● What to produce
Going through the entries below, work out how many lines have the string "hrdinů" in them. Give the number and nothing more.

Items from a dataset:
================================

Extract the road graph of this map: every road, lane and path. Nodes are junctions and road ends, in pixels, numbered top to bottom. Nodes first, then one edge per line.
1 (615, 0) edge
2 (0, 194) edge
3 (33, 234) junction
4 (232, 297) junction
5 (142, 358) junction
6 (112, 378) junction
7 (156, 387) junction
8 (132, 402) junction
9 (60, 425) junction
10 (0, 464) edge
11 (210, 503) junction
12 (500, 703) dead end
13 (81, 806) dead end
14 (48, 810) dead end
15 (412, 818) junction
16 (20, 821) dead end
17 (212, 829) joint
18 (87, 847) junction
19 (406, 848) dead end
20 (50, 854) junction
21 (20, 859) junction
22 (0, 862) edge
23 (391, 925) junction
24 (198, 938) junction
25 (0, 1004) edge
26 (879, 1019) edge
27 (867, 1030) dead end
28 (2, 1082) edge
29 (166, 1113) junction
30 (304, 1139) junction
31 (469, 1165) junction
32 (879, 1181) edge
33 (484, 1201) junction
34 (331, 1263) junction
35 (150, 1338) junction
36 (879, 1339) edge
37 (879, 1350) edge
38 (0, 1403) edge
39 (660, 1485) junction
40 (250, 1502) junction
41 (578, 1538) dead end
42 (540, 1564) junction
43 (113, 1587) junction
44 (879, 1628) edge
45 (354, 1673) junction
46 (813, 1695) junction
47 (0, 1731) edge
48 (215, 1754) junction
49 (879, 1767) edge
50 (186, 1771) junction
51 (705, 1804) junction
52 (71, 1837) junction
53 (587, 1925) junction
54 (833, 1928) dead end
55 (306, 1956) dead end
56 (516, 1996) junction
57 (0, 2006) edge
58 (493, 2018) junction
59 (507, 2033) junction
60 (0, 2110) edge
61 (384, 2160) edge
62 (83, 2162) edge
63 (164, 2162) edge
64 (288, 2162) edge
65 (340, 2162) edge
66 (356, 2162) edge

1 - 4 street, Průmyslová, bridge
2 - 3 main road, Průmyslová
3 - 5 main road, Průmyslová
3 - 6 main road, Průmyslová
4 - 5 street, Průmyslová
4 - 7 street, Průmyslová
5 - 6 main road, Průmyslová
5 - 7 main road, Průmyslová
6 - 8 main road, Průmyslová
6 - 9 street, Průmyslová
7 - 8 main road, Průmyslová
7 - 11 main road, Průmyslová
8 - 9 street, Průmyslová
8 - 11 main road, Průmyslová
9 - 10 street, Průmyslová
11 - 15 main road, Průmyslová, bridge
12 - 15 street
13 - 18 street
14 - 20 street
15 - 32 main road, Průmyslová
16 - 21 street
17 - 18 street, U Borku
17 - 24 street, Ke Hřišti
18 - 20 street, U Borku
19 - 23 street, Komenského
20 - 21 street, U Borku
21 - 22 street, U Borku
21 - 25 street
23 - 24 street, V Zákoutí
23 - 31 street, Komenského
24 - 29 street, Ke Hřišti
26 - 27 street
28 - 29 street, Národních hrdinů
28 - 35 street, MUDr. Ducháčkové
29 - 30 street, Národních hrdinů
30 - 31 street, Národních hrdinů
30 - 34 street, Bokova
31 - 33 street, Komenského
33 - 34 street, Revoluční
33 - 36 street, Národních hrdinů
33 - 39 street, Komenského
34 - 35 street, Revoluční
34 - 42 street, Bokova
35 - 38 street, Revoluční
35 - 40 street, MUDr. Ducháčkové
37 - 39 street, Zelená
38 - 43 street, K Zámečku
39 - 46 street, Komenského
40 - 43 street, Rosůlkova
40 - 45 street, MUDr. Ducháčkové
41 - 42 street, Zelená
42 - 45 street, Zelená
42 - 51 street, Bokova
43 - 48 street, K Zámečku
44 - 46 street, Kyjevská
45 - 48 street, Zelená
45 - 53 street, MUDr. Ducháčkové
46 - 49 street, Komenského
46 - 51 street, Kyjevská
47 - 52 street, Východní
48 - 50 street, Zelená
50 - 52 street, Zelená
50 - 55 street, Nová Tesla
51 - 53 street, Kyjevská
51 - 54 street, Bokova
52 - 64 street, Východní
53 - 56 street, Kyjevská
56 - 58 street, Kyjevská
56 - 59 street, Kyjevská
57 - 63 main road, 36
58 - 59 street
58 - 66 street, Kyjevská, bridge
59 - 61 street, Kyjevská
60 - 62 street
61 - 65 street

================================

● Response to the task
4